Then follows this entry "in the hand of Henry Scobell" who was doubtless the officiating magistrate:[1330]

"Married, XI. Novemb., MDCLVII, in the presence of His Highness the Lord Protector, the Right Honble. the Earls of Warwick and Newport, Robert Lord Birch, the Lord Strickland, and many other."[1331]

Sometimes the entries are fuller in details, and more ingenious in orthography. Here is one from the register of "Inglebye iuxta Grenhow":

"George Middleton of the Parish of Carleton husbandmā, son of William Middleton of the same parish husbandman & Isabell Easebie of Green-howe in the parish of Inglebye spinster daughter of Isabell Easbie of the said Greenhowe; having agreed to be married did deliver to me Williā Boweston of Inglebie aforesaid parish Register of the said Inglebie their names sirnames additions and places of aboade, & the same of their parents likewise in writeing upon the 19th of ffebruarie 1654. which was published in the publick meeting place of the said Inglebye commonly called the Church or chappell upon the 25th of februarie and the 4th & 11th of March 1654 at the Close of the morning exercise by me William Boweston Register.
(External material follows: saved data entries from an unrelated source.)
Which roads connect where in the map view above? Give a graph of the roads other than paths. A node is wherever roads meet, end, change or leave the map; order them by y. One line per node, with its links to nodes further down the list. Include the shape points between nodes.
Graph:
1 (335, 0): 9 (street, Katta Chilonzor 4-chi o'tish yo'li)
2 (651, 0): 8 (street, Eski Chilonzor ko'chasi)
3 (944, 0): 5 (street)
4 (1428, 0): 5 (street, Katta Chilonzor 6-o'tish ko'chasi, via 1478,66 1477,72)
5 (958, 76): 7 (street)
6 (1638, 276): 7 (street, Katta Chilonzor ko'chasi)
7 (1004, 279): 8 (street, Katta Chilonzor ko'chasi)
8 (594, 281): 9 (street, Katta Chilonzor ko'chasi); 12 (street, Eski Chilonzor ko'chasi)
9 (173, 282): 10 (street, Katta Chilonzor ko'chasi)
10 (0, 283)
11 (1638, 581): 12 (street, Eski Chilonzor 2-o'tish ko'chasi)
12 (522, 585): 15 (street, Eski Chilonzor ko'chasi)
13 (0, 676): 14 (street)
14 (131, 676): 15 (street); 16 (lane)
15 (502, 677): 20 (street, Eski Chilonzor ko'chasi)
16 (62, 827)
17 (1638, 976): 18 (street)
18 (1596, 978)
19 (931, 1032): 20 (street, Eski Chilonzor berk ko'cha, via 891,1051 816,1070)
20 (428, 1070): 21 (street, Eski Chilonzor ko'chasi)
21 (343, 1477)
"And the said George Middleton & Isabell Easbie expressed their consēt unto Marriage by the words of the Act before George Marwood Esquire one of the Justices of the peace of the Countie of York & were by the said Justice declared to be husband & wife the 13th of March 1654

Geo: Marwood."[1332]

Each of the two documents just presented, it will be noticed, consists of two parts: the certificate of the register to the magistrate; and the magistrate's entry in the register book after the ceremony has been performed. The following is an example of the marriage certificate which by the act the justice is to deliver to the parties, when required, to be filed by them with the county clerk of the peace, if they see fit:

"Fforasmuch as I, having received a certificatt of the date of the xiij of this month, under the hand and seale of Owen Perkins, Gent., Register of the consolidated Churches of Mathry, that Publicacon was made of an intencon of marriage three lord's days thenbefore in the said parish Church between Phillip Harry and Ann Harry, if not anything objected to the contrary, These are therefore at the desire of the Said parties to certify all whome it may concern, that according to the Act of Parliament for marriages, the Said Phillip and Anne this present day came before me, and taking each other by the hand did plainly and distinctly pronounce the words in the said Acte mencōēd to be pronounced by them, And thereupon, according to the said Acte, I pronounce them to be husband and wife. Given under my hand and seale the ffourteenth day of July, 1655

Thomas Davis."[1333]

The law of 1653, it thus appears, constitutes a singularly important episode in the social and religious history of England. It remained in force, with a modification in 1656, during the seven years preceding the fall of the Commonwealth, and called forth the fierce opposition and hatred of the royalist party. It was ridiculed by the pamphleteer[1334] and satirized by the poet.[1335] Every provision drew forth a sneer. Marriage is made a "traffic" because published in the market-place; "matrimony and hanging" join hands before the same justice; and the "lay register" comes in for his full share of abuse. "Levellers and phanaticks," sadly complains one writer, "blush not at their own rushing into other men's offices,—a bold but witless Justice of ye Peace, makes his neighbouring ministers cyphers, whilst he forceth ye King's subjects (quite against the graine) to elect and he to confirm a mere layman in the office of Parish Register—Proh pudor fronti enim, nulla fides."[1336] The recorder of Cirencester in Gloucestershire charges the lack of entries for several years to the account of the act passed by the "Rump," the "said Parliament ... consisting of Anabaptists and Independents;"[1337] while in 1659, the clerical register of Christ's Church, Hants, spitefully declares that "maryinge by justices, election of registers by Parishioners, and the use of ruling elders, first came into fashion in the time of rebellion, under that monster of nature and bludy tyrant, Oliver Cromwell."[1338]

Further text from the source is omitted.